### To do
Write out all of the entries exactly as given.

*** Data for this task Section Begins ***

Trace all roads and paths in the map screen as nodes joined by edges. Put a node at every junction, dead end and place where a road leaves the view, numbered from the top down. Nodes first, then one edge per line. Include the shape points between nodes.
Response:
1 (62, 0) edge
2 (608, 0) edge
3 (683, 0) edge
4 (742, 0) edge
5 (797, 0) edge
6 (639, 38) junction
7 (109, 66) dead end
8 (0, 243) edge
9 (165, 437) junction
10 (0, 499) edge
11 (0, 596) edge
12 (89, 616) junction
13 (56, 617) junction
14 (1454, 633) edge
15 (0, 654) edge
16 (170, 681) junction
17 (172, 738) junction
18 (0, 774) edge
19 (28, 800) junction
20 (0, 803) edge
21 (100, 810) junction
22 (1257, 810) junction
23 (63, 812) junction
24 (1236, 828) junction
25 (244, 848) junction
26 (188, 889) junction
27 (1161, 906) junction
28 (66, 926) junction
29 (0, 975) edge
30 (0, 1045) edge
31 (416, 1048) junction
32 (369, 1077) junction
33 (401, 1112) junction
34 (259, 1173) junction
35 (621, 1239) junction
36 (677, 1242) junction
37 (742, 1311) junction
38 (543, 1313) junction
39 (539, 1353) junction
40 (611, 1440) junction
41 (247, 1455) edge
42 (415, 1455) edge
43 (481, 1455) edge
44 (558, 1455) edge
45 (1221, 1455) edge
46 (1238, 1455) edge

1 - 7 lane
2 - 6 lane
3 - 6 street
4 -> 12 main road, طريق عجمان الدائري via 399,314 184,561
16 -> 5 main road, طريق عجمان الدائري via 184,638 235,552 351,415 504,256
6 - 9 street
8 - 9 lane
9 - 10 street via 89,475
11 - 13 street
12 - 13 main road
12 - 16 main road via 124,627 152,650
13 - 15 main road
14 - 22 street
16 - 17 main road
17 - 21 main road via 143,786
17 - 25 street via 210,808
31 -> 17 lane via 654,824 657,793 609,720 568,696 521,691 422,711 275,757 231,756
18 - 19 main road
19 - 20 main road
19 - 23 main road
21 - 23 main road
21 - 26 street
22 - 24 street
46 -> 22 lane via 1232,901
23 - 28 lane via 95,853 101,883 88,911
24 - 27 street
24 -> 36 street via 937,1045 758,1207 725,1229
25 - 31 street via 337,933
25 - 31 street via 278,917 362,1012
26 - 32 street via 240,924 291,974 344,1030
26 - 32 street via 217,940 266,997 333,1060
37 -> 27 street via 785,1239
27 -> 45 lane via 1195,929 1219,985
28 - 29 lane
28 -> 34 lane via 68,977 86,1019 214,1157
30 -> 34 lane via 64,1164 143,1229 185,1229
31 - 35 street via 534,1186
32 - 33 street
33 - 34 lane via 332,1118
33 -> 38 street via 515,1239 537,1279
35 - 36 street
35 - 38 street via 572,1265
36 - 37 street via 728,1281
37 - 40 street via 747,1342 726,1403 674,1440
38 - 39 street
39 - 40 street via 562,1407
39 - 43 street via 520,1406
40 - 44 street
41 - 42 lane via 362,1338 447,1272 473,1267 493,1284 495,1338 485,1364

*** Data for this task Section Ends ***

### Response to the exercise
Trace all roads and paths in the map screen as nodes joined by edges. Put a node at every junction, dead end and place where a road leaves the view, numbered from the top down. Nodes first, then one edge per line. Include the shape points between nodes.
Response:
1 (62, 0) edge
2 (608, 0) edge
3 (683, 0) edge
4 (742, 0) edge
5 (797, 0) edge
6 (639, 38) junction
7 (109, 66) dead end
8 (0, 243) edge
9 (165, 437) junction
10 (0, 499) edge
11 (0, 596) edge
12 (89, 616) junction
13 (56, 617) junction
14 (1454, 633) edge
15 (0, 654) edge
16 (170, 681) junction
17 (172, 738) junction
18 (0, 774) edge
19 (28, 800) junction
20 (0, 803) edge
21 (100, 810) junction
22 (1257, 810) junction
23 (63, 812) junction
24 (1236, 828) junction
25 (244, 848) junction
26 (188, 889) junction
27 (1161, 906) junction
28 (66, 926) junction
29 (0, 975) edge
30 (0, 1045) edge
31 (416, 1048) junction
32 (369, 1077) junction
33 (401, 1112) junction
34 (259, 1173) junction
35 (621, 1239) junction
36 (677, 1242) junction
37 (742, 1311) junction
38 (543, 1313) junction
39 (539, 1353) junction
40 (611, 1440) junction
41 (247, 1455) edge
42 (415, 1455) edge
43 (481, 1455) edge
44 (558, 1455) edge
45 (1221, 1455) edge
46 (1238, 1455) edge

1 - 7 lane
2 - 6 lane
3 - 6 street
4 -> 12 main road, طريق عجمان الدائري via 399,314 184,561
16 -> 5 main road, طريق عجمان الدائري via 184,638 235,552 351,415 504,256
6 - 9 street
8 - 9 lane
9 - 10 street via 89,475
11 - 13 street
12 - 13 main road
12 - 16 main road via 124,627 152,650
13 - 15 main road
14 - 22 street
16 - 17 main road
17 - 21 main road via 143,786
17 - 25 street via 210,808
31 -> 17 lane via 654,824 657,793 609,720 568,696 521,691 422,711 275,757 231,756
18 - 19 main road
19 - 20 main road
19 - 23 main road
21 - 23 main road
21 - 26 street
22 - 24 street
46 -> 22 lane via 1232,901
23 - 28 lane via 95,853 101,883 88,911
24 - 27 street
24 -> 36 street via 937,1045 758,1207 725,1229
25 - 31 street via 337,933
25 - 31 street via 278,917 362,1012
26 - 32 street via 240,924 291,974 344,1030
26 - 32 street via 217,940 266,997 333,1060
37 -> 27 street via 785,1239
27 -> 45 lane via 1195,929 1219,985
28 - 29 lane
28 -> 34 lane via 68,977 86,1019 214,1157
30 -> 34 lane via 64,1164 143,1229 185,1229
31 - 35 street via 534,1186
32 - 33 street
33 - 34 lane via 332,1118
33 -> 38 street via 515,1239 537,1279
35 - 36 street
35 - 38 street via 572,1265
36 - 37 street via 728,1281
37 - 40 street via 747,1342 726,1403 674,1440
38 - 39 street
39 - 40 street via 562,1407
39 - 43 street via 520,1406
40 - 44 street
41 - 42 lane via 362,1338 447,1272 473,1267 493,1284 495,1338 485,1364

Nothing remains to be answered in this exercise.